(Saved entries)
________________________
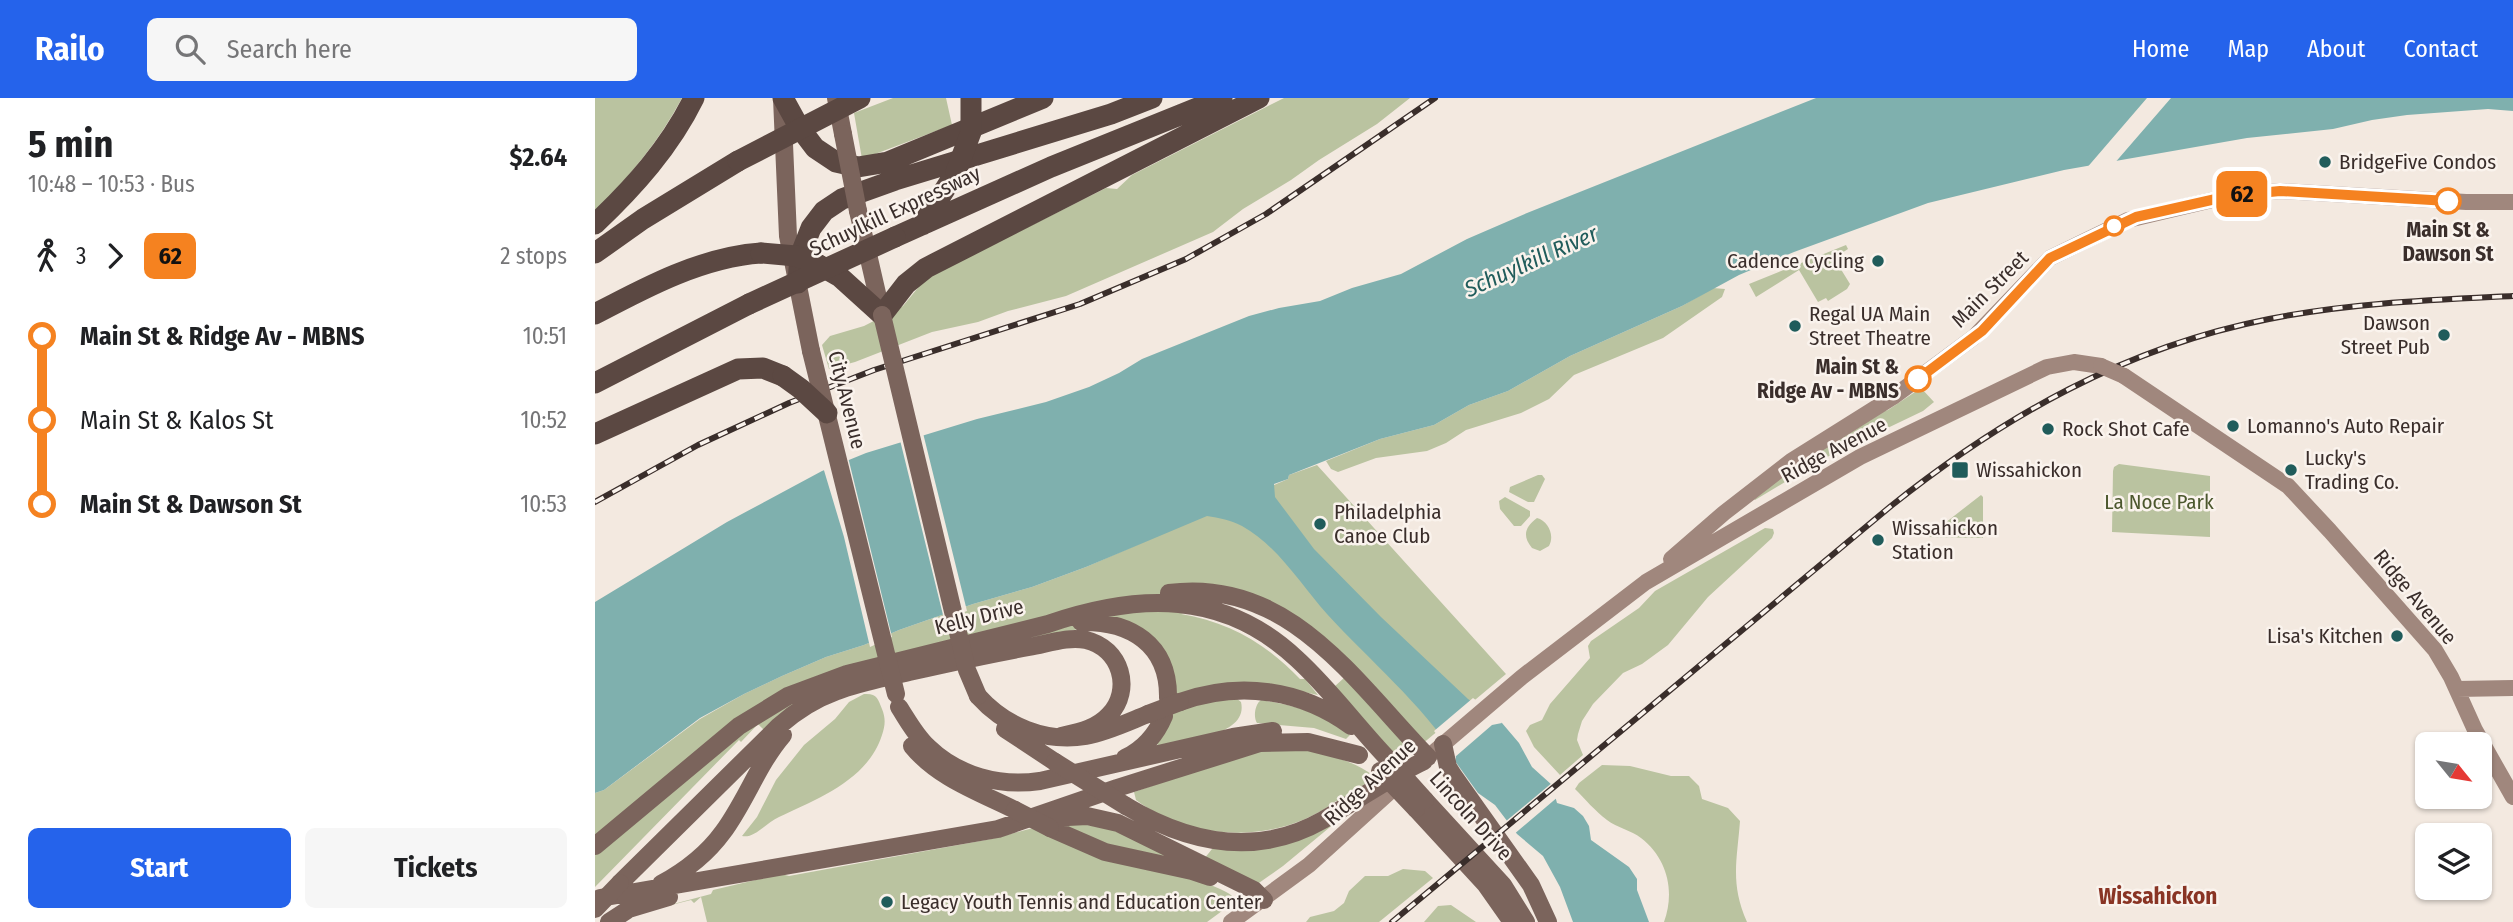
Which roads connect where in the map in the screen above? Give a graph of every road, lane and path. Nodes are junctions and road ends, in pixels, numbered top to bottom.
1 (694, 98) edge
2 (782, 98) edge
3 (836, 98) edge
4 (860, 98) edge
5 (971, 98) edge
6 (1043, 98) edge
7 (1152, 98) edge
8 (1222, 98) edge
9 (1259, 98) edge
10 (2513, 202) edge
11 (595, 224) edge
12 (922, 225) junction
13 (595, 253) edge
14 (798, 284) junction
15 (866, 291) junction
16 (595, 314) edge
17 (882, 315) junction
18 (595, 383) edge
19 (827, 413) junction
20 (595, 433) edge
21 (1646, 582) junction
22 (1129, 606) junction
23 (1048, 624) junction
24 (817, 683) junction
25 (854, 686) junction
26 (2513, 688) edge
27 (2456, 689) junction
28 (978, 696) junction
29 (1174, 700) junction
30 (898, 701) junction
31 (1156, 715) junction
32 (1061, 736) junction
33 (1443, 744) junction
34 (1375, 746) junction
35 (1359, 755) junction
36 (1426, 759) junction
37 (1112, 764) junction
38 (1385, 766) junction
39 (2513, 797) edge
40 (1421, 804) junction
41 (1021, 815) junction
42 (595, 846) edge
43 (768, 870) junction
44 (649, 890) junction
45 (604, 891) edge
46 (1264, 900) junction
47 (595, 909) edge
48 (609, 922) edge
49 (1231, 922) edge
50 (1512, 922) edge
51 (1526, 922) edge
52 (1548, 922) edge

1 - 11 highway
2 - 6 highway
2 - 14 main road, City Avenue
3 - 15 main road, bridge
4 - 13 highway, bridge
5 - 12 highway, bridge
7 - 14 highway
8 - 12 highway, Schuylkill Expressway
9 - 17 highway
10 - 21 main road, Main Street
12 - 18 highway, Schuylkill Expressway, bridge
14 - 19 main road, City Avenue, bridge
15 - 16 highway, bridge
15 - 17 highway
17 - 28 main road, bridge
19 - 20 highway, bridge
19 - 30 main road, City Avenue, bridge
21 - 27 main road, Ridge Avenue, bridge
21 - 33 main road, Ridge Avenue
22 - 23 main road, Kelly Drive
22 - 34 main road, Kelly Drive
22 - 36 main road
23 - 24 main road, Kelly Drive
23 - 29 main road
24 - 42 main road, Kelly Drive
24 - 45 main road
25 - 32 main road
25 - 44 main road
25 - 45 main road
26 - 27 main road
27 - 39 main road, Ridge Avenue
28 - 32 main road
28 - 36 main road, bridge
29 - 31 main road, bridge
29 - 34 main road
30 - 37 main road
30 - 41 main road, City Avenue
31 - 32 main road
31 - 37 main road
33 - 36 main road, Ridge Avenue
33 - 52 main road
34 - 38 main road, Lincoln Drive
35 - 37 main road
35 - 38 main road, Lincoln Drive
35 - 41 main road
36 - 46 main road, Ridge Avenue
38 - 40 main road, Lincoln Drive, bridge
40 - 50 main road, Lincoln Drive
40 - 51 main road, Lincoln Drive
41 - 43 main road
41 - 46 main road, City Avenue, bridge
41 - 46 main road
43 - 44 main road
43 - 48 main road
44 - 45 main road
45 - 47 main road, bridge
46 - 49 main road, Ridge Avenue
________________________
#### Task requirements:
Which lines in the data hold the string "City"? Copy each of them.

#### Result of this task:
2 - 14 main road, City Avenue
14 - 19 main road, City Avenue, bridge
19 - 30 main road, City Avenue, bridge
30 - 41 main road, City Avenue
41 - 46 main road, City Avenue, bridge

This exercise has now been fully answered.